Intervention de Maurice Leroy

Réunion du jeudi 25 mars 2021 à 9h30
Office parlementaire d'évaluation des choix scientifiques et technologiques

Photo issue du site de l'Assemblée nationale ou de WikipediaMaurice Leroy, membre de la CNE2 :

Je vais tenter d'être clair. La question est vaste. J'insiste tout d'abord sur le fait que nous savons aujourd'hui que l'entreposage à longue durée va dégrader la gaine du combustible, que nous ne serons pas capables de reprendre. C'est là l'un des éléments scientifiques qui doit être pris en compte pour d'éventuelles décisions.

Concernant les réacteurs de génération IV et les réacteurs à neutrons rapides, je pense important de rappeler un calcul qui figure, me semble-t-il, dans l'un de nos rapports. Nous avions imaginé une situation dans laquelle l'électricité nucléaire ne serait produite que par des RNR et calculé les quantités de matière nécessaires. Ceci aboutissait au chiffre de 1 000 tonnes de plutonium, réparties globalement en trois segments : 300 tonnes dans les réacteurs sous forme de combustible, 300 tonnes dans les combustibles usés qu'il faudrait retraiter et 300 tonnes en retraitement. Je rappelle que l'une des propriétés des réacteurs à neutrons rapides refroidis au sodium est que le plutonium introduit dans le réacteur est consommé, mais se régénère. À partir du moment où l'on dispose d'une flotte de RNR en fonctionnement, ces 1 000 tonnes de plutonium suffisent, puisqu'elles se régénèrent.

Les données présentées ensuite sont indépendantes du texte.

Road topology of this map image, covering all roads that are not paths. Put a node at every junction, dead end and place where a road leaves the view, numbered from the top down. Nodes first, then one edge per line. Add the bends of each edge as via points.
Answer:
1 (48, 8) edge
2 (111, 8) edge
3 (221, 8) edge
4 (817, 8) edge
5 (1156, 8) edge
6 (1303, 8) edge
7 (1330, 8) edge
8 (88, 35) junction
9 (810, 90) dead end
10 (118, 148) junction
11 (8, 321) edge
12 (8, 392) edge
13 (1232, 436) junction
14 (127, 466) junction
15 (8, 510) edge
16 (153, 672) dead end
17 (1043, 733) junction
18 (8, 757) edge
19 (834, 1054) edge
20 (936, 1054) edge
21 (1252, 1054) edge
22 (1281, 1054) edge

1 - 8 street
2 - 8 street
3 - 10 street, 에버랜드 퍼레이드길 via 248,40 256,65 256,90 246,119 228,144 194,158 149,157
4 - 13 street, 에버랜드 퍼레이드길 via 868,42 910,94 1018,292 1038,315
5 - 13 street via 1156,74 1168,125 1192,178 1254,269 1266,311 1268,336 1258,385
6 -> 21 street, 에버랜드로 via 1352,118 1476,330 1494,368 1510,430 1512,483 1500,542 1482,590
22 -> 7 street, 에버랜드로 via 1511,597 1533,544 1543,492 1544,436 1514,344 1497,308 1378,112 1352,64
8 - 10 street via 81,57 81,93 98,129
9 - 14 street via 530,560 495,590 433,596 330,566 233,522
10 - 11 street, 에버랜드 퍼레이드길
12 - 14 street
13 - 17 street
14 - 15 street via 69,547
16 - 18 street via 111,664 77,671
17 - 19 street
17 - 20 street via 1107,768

Les déchets produits seront des actinides mineurs et des MA-VL. Les quantités seront fonction de la mise en place ou non d'une transmutation. Il faudra dans tous les cas gérer les produits de fission : toutes les études démontrent en effet que la transmutation des produits de fission serait extrêmement compliquée, voire potentiellement impossible. En revanche, il a été démontré, au moins sur des cibles, que ceci était possible pour les actinides mineurs. Il faut garder en tête que la mise en œuvre d'une transmutation avec les moyens que nous connaissons ou anticipons aujourd'hui conduira à utiliser par exemple de l'américium et à l'irradier. Ceci s'effectuera en plusieurs fois, en reprenant la cible et en la retraitant. Le restant de l'américium sera alors placé dans une nouvelle cible. Ceci prendra quatre ou cinq cycles. Ce processus n'est donc pas une opération immédiate, quelle que soit la méthode utilisée, qu'il s'agisse de systèmes mettant en œuvre un accélérateur, de réacteurs à sels fondus ou du dispositif proposé par Gérard Mourou, à base d'un laser et d'un réacteur à sels fondus. On en revient ainsi à une gestion des déchets qui s'apparente fortement à celle qui nous incombe aujourd'hui, sauf à avoir transmuté et s'être ainsi débarrassé des actinides mineurs. Dans tous les cas, sont produits des déchets ultimes, dont il faut disposer.

Les RNR utilisent du plutonium et de l'uranium appauvri. Le problème est que nous disposons aujourd'hui de quelque 330 000 ou 350 000 tonnes de cet uranium et qu'il faudrait des millénaires pour les utiliser dans les RNR. En revanche, cet uranium appauvri pourrait parfaitement repasser dans l'usine d'enrichissement et être appauvri encore une fois. Ceci est tout à fait concevable et permettrait d'économiser des importations d'uranium naturel. Cet uranium peut aussi être une denrée à vendre le cas échéant à l'étranger, lorsque l'énergie nucléaire se développera, ce que je crois tout à fait plausible dans le siècle à venir.